Where in the entries below does "lane" appear? Copy every line that has it.

--*--

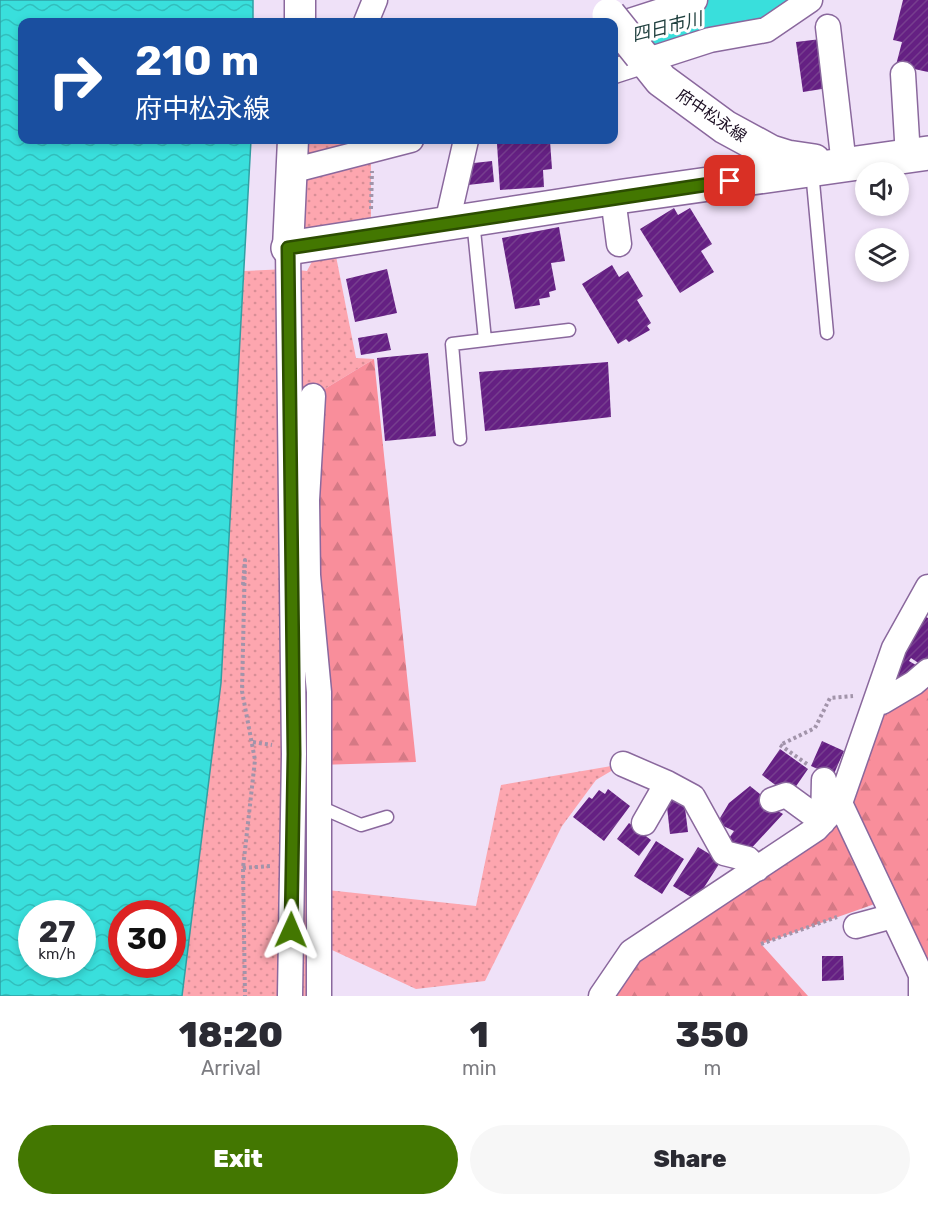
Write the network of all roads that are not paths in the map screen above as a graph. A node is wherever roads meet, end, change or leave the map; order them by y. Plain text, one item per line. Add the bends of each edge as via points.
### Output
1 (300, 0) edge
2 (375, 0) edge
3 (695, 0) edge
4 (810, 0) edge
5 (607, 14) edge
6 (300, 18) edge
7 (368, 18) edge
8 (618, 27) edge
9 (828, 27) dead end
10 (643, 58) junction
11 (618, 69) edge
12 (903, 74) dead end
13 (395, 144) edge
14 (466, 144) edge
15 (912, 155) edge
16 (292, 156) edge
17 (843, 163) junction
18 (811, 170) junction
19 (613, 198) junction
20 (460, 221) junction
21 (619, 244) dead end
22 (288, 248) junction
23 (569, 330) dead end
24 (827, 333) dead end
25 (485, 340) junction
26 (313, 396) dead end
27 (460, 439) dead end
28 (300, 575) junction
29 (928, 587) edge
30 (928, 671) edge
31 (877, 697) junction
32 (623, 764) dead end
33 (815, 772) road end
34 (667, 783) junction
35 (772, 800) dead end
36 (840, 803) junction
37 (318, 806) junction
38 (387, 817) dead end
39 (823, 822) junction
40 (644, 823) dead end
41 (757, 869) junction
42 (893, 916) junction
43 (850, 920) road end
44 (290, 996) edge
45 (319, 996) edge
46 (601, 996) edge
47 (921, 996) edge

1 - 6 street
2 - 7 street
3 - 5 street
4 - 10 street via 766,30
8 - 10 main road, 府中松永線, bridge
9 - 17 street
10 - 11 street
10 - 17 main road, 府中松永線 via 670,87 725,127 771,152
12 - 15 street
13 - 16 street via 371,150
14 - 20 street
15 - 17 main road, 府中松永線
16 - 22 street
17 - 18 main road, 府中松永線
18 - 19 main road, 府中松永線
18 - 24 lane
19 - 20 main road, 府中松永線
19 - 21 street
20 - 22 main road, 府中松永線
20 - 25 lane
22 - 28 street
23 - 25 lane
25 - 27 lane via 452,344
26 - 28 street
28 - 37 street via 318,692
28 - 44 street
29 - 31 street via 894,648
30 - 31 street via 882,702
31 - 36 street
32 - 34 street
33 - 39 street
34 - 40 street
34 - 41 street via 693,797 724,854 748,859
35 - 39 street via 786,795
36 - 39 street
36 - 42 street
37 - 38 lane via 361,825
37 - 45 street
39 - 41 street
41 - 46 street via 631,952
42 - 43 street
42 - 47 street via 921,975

--*--

● Answer area:
18 - 24 lane
20 - 25 lane
23 - 25 lane
25 - 27 lane via 452,344
37 - 38 lane via 361,825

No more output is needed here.